**What to produce**
Your response should be a copy of each line in the listing below that includes the word "dead".

**Source material**

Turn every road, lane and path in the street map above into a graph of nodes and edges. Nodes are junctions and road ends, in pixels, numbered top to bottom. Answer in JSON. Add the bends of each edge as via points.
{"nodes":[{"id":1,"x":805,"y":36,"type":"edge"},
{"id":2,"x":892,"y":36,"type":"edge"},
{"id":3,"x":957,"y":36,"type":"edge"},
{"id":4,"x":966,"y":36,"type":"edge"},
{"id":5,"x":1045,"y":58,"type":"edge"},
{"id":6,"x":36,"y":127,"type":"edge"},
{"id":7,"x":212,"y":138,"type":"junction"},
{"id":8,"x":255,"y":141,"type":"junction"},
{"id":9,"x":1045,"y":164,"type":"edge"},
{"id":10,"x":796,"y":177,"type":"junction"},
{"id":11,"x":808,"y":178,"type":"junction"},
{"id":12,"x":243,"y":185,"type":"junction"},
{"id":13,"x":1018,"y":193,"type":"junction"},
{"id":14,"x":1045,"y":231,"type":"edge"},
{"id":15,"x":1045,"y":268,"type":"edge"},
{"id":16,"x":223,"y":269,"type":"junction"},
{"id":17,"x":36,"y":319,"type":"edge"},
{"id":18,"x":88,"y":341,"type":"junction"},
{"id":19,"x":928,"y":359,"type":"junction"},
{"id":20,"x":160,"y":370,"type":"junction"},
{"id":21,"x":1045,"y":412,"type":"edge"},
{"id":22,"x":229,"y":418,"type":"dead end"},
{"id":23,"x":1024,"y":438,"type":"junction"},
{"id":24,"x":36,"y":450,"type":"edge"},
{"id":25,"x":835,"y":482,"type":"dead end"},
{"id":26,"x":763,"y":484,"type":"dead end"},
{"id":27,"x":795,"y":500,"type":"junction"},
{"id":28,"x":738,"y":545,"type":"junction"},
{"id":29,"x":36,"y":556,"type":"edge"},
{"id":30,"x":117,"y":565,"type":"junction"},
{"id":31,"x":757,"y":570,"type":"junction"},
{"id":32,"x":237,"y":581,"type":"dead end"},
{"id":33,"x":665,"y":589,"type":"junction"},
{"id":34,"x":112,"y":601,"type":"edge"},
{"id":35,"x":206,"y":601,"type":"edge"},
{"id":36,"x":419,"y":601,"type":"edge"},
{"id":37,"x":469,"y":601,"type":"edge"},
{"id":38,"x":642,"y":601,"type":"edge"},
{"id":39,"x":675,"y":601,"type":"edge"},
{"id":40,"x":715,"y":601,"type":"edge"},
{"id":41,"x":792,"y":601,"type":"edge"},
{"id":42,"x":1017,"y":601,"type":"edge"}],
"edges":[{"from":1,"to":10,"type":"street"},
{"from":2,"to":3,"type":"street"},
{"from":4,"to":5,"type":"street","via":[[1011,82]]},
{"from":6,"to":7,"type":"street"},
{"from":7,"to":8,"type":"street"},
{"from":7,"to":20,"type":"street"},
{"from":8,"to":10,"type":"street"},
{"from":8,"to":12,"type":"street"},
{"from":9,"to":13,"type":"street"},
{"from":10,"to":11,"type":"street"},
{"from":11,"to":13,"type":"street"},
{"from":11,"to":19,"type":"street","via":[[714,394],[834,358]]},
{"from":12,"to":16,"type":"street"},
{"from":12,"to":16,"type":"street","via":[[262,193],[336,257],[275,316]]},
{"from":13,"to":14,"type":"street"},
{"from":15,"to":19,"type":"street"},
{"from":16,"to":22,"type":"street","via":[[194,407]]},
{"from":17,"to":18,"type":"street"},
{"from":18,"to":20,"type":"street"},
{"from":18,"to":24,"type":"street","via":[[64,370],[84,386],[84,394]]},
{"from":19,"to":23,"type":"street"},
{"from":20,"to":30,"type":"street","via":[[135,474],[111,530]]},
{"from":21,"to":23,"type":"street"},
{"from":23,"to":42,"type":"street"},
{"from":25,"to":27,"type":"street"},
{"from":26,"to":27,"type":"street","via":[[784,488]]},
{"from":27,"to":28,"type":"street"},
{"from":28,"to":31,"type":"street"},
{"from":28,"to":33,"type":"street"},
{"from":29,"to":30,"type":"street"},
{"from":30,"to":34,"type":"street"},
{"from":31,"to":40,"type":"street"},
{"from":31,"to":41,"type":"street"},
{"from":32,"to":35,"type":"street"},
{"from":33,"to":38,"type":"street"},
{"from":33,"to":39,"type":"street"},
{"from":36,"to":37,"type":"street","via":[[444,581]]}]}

**Completed exercise**
{"id":22,"x":229,"y":418,"type":"dead end"},
{"id":25,"x":835,"y":482,"type":"dead end"},
{"id":26,"x":763,"y":484,"type":"dead end"},
{"id":32,"x":237,"y":581,"type":"dead end"},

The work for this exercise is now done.